Selon Columelle, agronome romain du Ier s. apr. J.-C., l'élevage du mouton avait atteint en Italie un haut niveau, qui se retrouvait probablement dans les provinces. Dans les restes d'ossements d'Augusta Raurica, la proportion des moutons et des chèvres au Ier s. apr. J.-C. se montait à un cinquième. Son fléchissement à un dixième aux IIe et IIIe s. apr. J.-C. pourrait être imputé à l'urbanisation croissante de la région. La hauteur au garrot des moutons romains atteignait 55-72 cm. Elle tomba durant le Moyen Age à 52-63 cm (fouilles de l'église des cordeliers, Bâle). Le mouton blanc alpin mesure de nos jours 68 à 78 cm.
Durant tout le Moyen Age, cet élevage joua un grand rôle. Bêtes sur pied, cuirs, fromages et drap figuraient fréquemment comme redevances seigneuriales (par exemple au couvent de Saint-Gall). Le pacage alpestre est archéologiquement établi (Ämpächli au-dessus d'Elm, Spilblätz sur la Charretalp dans le Bisisthal schwytzois). Au bas Moyen Age, l'association élevage ovin-culture des champs céda progressivement le pas à l'élevage du gros bétail, particulièrement dans les Alpes centrales. Les moutons furent relégués dans les pâturages plus pauvres. La production de laine au Moyen Age et à l'époque moderne était destinée avant tout à l'autoconsommation et n'avait qu'une importance régionale. Les conditions climatiques locales entraînant un épaississement des toisons, les tisserands fribourgeois tournés vers l'exportation durent, à la fin du Moyen Age, acheter à l'étranger des laines plus fines. Au XVIIe s., le cheptel ovin s'élevait en Suisse à quelque 600 000 têtes.
Détenteurs de moutons et cheptel ovin 1866-2008 (chiffres arrondis)

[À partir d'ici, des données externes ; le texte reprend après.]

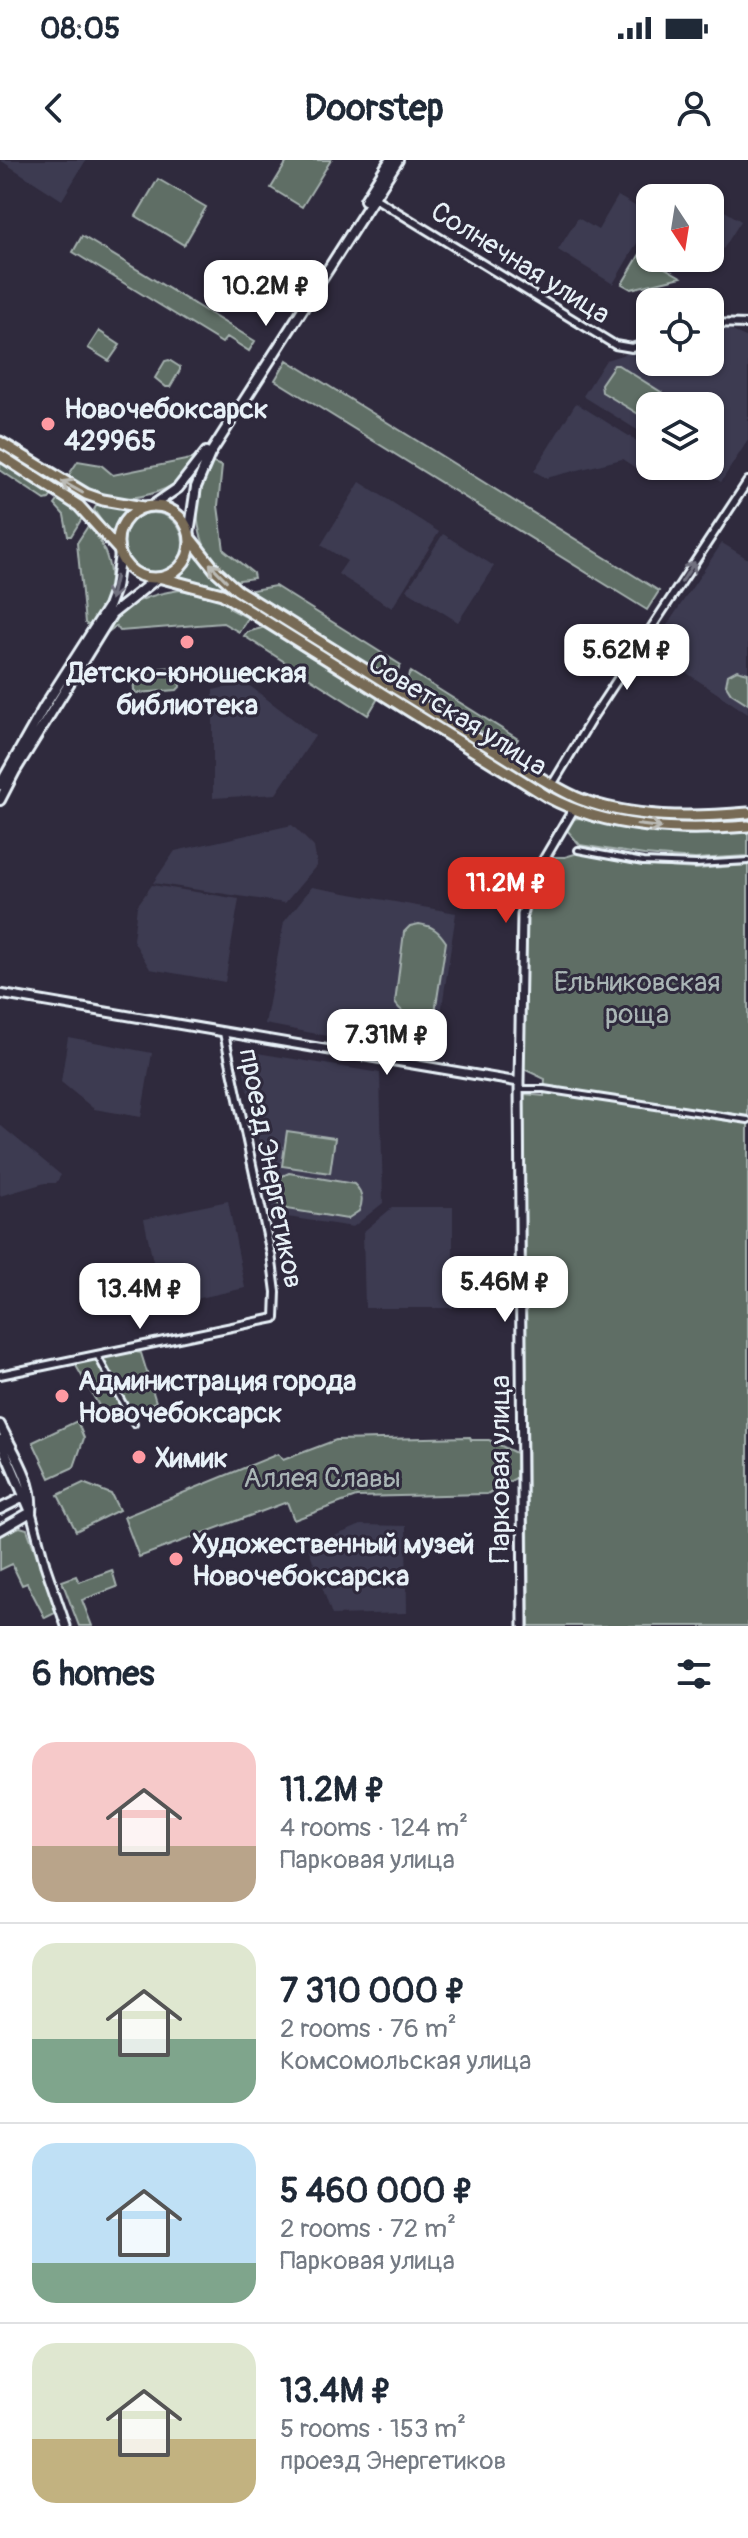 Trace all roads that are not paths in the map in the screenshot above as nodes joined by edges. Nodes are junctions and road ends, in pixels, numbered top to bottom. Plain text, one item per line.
1 (390, 160) edge
2 (398, 160) edge
3 (371, 196) junction
4 (318, 279) junction
5 (724, 323) edge
6 (748, 324) edge
7 (636, 347) edge
8 (0, 442) edge
9 (0, 455) edge
10 (748, 481) edge
11 (149, 507) junction
12 (190, 536) junction
13 (119, 552) junction
14 (159, 578) junction
15 (0, 785) edge
16 (552, 785) junction
17 (579, 799) junction
18 (0, 800) edge
19 (573, 810) junction
20 (748, 813) edge
21 (748, 826) edge
22 (578, 850) dead end
23 (748, 861) edge
24 (0, 994) edge
25 (224, 1033) junction
26 (519, 1085) junction
27 (748, 1120) edge
28 (97, 1355) junction
29 (0, 1375) edge
30 (134, 1424) dead end
31 (0, 1425) edge
32 (0, 1440) edge
33 (24, 1497) junction
34 (0, 1509) edge
35 (31, 1512) junction
36 (0, 1530) edge
37 (66, 1626) edge
38 (523, 1626) edge

1 - 3 main road
2 - 3 main road
3 - 4 main road
3 - 7 street, Солнечная улица
4 - 11 main road
4 - 12 main road
5 - 6 street
11 -> 8 main road
9 - 13 main road
16 -> 10 street
11 - 12 main road
11 - 13 main road
12 - 14 main road
16 -> 12 main road, Советская улица
13 - 14 main road
13 -> 15 main road
14 - 18 main road
14 - 19 main road, Советская улица
16 - 17 main road, Советская улица
17 - 19 main road, Парковая улица
17 - 20 main road, Советская улица
19 -> 21 main road, Советская улица
19 - 26 street, Парковая улица
22 - 23 street
24 - 25 street
25 - 26 street
25 - 28 street, проезд Энергетиков
26 - 27 street
26 - 38 street, Парковая улица
28 - 29 street, проезд Энергетиков
28 - 30 street
31 - 35 main road
32 - 33 main road
33 - 34 main road
33 - 35 main road
35 - 36 main road
35 - 37 street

Année | détenteurs de moutons | cheptel | nombre de têtes par détenteur |
---|---|---|---|
1866 | 92 000 | 444 700 | 4,8 |
1876 | 76 900 | 367 500 | 4,8 |
1886 | 67 700 | 341 800 | 5,1 |
1896 | 50 100 | 271 900 | 5,4 |
1906 | 37 100 | 210 000 | 5,7 |
1916 | 31 100 | 172 900 | 5,6 |
1921 | 45 800 | 245 300 | 5,4 |
1931 | 26 700 | 184 800 | 6,9 |
1941 | 29 600 | 198 200 | 6,7 |
1951 | 25 100 | 191 700 | 7,6 |
1961 | 23 800 | 227 300 | 9,6 |
1966 | 22 300 | 266 400 | 12,0 |
1973 | 21 800 | 336 000 | 15,4 |
1978 | 23 600 | 383 200 | 16,2 |
1983 | 21 500 | 355 300 | 16,5 |
1988 | 20 700 | 366 800 | 17,7 |
1993 | 20 200 | 424 000 | 21,0 |
1998 | 13 200 | 422 300 | 32,0 |
2003 | 11 800 | 444 800 | 37,7 |
2008 | 10 600 | 447 000 | 42,2 |
Sous l'effet des réformes agraires du XIXe s., la suppression de la jachère et des pâturages communaux, ainsi que le développement de l'élevage bovin et de la production laitière, plus rentables, amenèrent à l'exploitation extensive du sol et provoquèrent le recul du mouton. Dans les années 1860, la laine d'outre-mer, meilleur marché, concurrença la production indigène, de médiocre qualité, malgré l'importation de mérinos vers 1800. De 1866 à 1911, le cheptel diminua de 444 672 à 161 414 têtes. Mais, dès les années 1960, le nombre de moutons augmenta à nouveau. En 2005, on en dénombrait 446 350, à peu près autant que 140 ans auparavant. En 1993, les six dixièmes des bêtes appartenaient à des agriculteurs auxquels l'animal, sans exiger beaucoup de travail, apportait un revenu complémentaire. La Fédération suisse d'élevage ovin fut créée en 1917. Depuis 1937, on procède à des contrôles de rendement. Pro Specie Rara s'efforce de sauver des races indigènes comme le mouton nez noir ou le roux du Valais. Grâce à l'intervention de chiens de berger, on essaie de prévenir les pertes occasionnées par la réintroduction, à la fin du XXe s., de prédateurs tels le lynx, le loup et l'ours.